Niestety podwyżki cen nie ominęły również peletu. Są one nieco mniejsze oraz spowodowane innymi czynnikami, lecz także odczuwalne dla konsumentów. Na rynku detalicznym jest bardzo duży rozrzut cenowy. Cena za tonę peletu workowanego zaczyna się od około 900 zł/t, a kończy na około 1300 zł/t lub nawet 1400 zł/t, a to prawdopodobnie nie koniec wzrostów. Główną przyczyną są rekordowo wysokie ceny drewna połączone z niższą dostępnością surowca. Nie bez znaczenia jest ogólna sytuacja gospodarcza – rosnące ceny paliw, energii, a także opakowań oraz wzmożony eksport tarcicy do USA oraz Chin. Tak jak w przypadku ekogroszku dysproporcja między popytem a podażą peletu dodatkowo wpływa na windowanie cen, a sezon grzewczy dopiero się rozkręca. Mimo to sytuacja na rynku biomasy zdaje się być bardziej stabilna niż w przypadku węgla.

Fit for 55 – jak wpłynie na przyszłość peletu?

Fit for 55 to pakiet unijnych aktów prawnych, które mają na celu zmniejszenie emisji gazów cieplarnianych o 55% względem roku 1990. Ma on być zrealizowany do roku 2030. Fit for 55 docelowo ma prowadzić nas do neutralności klimatycznej, którą UE zamierza osiągnąć w 2050 roku.
Szczególne znaczenie dla produkcji peletu będą miały zmiany wprowadzone w dyrektywie w sprawie energii odnawialnej (RED II2 i RED III).
Mówią one o:
• limitach wydobycia posuszu,
• stosowaniu ograniczania emisji gazów cieplarnianych,
• planowanym od 2027 roku końcu dotacji na energię z biomasy do produkcji energii elektrycznej (z wyjątkiem instalacji wychwytujących i składujących dwutlenek węgla).
Ponadto, państwa członkowskie nie będą udzielać wsparcia finansowego na wykorzystanie kłód tartacznych, pniaków, korzeni i kłód fornirowych do produkcji energii. Aby spełnić wymogi Unii Europejskiej biomasę należy wykorzystywać według ściśle określonego schematu, zachowując jej jak największą ekonomiczną oraz ekologiczną wartość.

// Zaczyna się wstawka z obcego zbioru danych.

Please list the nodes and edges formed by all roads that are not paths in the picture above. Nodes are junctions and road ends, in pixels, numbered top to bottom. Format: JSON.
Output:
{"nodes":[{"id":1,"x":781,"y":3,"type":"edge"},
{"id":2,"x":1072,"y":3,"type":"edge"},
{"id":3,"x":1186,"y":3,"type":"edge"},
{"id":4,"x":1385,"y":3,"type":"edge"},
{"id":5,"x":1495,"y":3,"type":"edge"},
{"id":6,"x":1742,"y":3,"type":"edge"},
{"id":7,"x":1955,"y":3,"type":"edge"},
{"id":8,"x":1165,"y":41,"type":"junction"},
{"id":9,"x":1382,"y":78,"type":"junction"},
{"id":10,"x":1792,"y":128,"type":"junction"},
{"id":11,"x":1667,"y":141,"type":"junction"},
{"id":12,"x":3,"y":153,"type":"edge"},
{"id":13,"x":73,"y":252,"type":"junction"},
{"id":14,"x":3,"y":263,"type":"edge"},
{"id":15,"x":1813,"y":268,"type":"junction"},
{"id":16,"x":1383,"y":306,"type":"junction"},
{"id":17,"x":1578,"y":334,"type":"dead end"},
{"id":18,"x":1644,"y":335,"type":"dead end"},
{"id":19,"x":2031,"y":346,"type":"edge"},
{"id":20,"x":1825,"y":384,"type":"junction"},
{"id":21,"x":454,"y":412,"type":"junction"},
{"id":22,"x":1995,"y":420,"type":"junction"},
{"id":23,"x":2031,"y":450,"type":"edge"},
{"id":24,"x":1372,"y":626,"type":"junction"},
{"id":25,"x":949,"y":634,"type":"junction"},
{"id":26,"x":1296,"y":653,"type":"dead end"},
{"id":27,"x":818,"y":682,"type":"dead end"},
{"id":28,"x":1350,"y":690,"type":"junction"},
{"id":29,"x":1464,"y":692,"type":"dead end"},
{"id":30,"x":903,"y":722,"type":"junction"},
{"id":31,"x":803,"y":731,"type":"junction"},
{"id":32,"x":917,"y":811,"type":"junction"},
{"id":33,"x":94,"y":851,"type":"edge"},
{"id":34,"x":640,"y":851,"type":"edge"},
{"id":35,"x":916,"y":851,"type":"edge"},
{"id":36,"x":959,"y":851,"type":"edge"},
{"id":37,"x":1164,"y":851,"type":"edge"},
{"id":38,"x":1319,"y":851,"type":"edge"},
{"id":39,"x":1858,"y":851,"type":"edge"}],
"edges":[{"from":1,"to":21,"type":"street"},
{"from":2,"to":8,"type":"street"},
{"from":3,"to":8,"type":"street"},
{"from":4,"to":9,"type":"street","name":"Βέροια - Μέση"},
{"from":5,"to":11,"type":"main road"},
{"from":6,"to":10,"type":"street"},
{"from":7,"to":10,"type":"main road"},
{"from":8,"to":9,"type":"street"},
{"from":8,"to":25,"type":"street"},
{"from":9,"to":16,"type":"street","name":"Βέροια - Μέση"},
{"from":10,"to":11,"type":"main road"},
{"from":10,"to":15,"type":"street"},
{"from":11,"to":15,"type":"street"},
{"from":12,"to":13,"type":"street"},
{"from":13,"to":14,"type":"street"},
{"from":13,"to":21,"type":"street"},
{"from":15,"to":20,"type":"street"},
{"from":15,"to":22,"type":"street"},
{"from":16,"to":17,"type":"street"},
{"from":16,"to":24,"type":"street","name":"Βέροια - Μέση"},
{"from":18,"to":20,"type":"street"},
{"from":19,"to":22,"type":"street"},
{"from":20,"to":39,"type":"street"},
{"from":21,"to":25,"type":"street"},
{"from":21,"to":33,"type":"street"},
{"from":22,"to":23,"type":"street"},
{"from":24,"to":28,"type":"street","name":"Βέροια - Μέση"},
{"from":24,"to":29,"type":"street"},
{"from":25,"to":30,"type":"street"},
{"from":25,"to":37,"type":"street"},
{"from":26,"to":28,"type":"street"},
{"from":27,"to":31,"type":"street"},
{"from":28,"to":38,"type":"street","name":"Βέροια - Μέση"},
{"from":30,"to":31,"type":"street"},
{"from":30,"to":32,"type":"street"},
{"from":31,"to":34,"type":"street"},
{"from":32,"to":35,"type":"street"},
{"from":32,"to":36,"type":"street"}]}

Pelet jako paliwo wytwarzane z pozostałości przerobu drewna wpisuje się w postanowienia Fit for 55, a odchodzenie od węgla bez dużego udziału biomasy jest właściwie niemożliwe do zrealizowania. Polska od wielu lat znajduje się w czołówce producentów peletu drzewnego i dalszy stabilny trend wzrostu jego produkcji może wpłynąć pozytywnie na tempo transformacji energetycznej. Mając na uwadze przywiązanie Polaków do paliw stałych oraz fakt, że od 2022 roku również w Programie Czyste Powietrze nie będzie miejsca dla kotłów na ekogroszek można śmiało założyć, że to kotły peletowe okażą się pierwszym wyborem wielu inwestorów w najbliższych latach.